I was going to mention a book I read recently in the time dilation thread, but now I realize I can’t even remember enough to go find the title. No idea when it came out - but it’s probably not very new.
It’s about a female young woman who is from Mars, and has just finished her tour on Earth, then for some reason I can’t recall tours the solar system where she encounters these giant crystals that she realizes see time very slowly, and uses that knowledge to write a song. Then the crystals cause an accident, which she escapes by using an emergency “hole” that keeps her in stasis. When she comes out years later, she’s a huge sensation b/c that song was a new form of music and became the greatest music in the universe.
Also turns out these “holes” were used as a weapon by Mars to win some conflict, and a family friend invented the technology and is in hiding inside one of them. I think he’s cajun? Anyway, the years pass and the woman winds up marrying the family friend, and…that’s all I got.
Oh, and she had a funny name which if I remembered would be easily searchable.
Varley wrote several novels in the past few years that were Heinleinesque pastiches. That was part of the point and the parallels were a deliberate nod to the source material. But the plots were nothing like any of Heinlein’s books and the characters only shared names or general attributes.
That started to occur to me while I was reading it. Serves me right for just grabbing books from the library with no information before I start reading them.
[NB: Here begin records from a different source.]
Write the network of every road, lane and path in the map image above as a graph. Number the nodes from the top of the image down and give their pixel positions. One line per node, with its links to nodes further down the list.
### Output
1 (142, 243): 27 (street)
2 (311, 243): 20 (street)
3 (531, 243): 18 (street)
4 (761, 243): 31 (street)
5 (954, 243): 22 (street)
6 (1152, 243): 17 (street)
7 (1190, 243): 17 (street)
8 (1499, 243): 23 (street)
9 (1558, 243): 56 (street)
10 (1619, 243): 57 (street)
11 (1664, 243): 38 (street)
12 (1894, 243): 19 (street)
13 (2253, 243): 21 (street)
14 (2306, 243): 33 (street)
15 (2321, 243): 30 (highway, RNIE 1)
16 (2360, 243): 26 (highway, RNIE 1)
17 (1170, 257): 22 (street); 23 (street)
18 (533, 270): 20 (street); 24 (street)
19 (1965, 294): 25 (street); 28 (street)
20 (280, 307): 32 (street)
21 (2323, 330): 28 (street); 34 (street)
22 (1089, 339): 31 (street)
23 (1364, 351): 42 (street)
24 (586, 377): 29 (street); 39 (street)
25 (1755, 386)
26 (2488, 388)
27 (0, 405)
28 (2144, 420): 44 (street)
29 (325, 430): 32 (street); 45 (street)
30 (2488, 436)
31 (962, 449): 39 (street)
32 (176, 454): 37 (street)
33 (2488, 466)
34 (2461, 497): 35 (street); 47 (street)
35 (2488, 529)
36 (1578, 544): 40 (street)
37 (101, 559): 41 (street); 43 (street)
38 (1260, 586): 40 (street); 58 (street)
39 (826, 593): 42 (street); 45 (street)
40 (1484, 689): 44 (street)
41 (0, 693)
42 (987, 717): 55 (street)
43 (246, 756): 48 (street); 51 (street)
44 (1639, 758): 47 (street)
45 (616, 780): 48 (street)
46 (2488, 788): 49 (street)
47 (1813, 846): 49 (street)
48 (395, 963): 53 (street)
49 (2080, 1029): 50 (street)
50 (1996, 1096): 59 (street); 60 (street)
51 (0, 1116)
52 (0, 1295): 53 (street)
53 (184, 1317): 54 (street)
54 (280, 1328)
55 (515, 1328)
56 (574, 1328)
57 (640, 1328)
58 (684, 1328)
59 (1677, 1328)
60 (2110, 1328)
Oh well - I’m off to get started on this new book I just checked out - Llana of Gathol.
Red Thunder was pretty weak, so I didn’t read the rest of the series.
I’m not even sure who Red Thunder was supposed to appeal to. It read like borderline young adult sci-fi but had at least one sex scene in it (between two teenagers) that read more like a married couple trying to spice things up.
This was compounded by Mammoth which was dreadful and made me hesitant to even look at any latter-day Varley.
And this is coming from somebody who ranks Steel Beach and The Golden Globe as among the best of the best.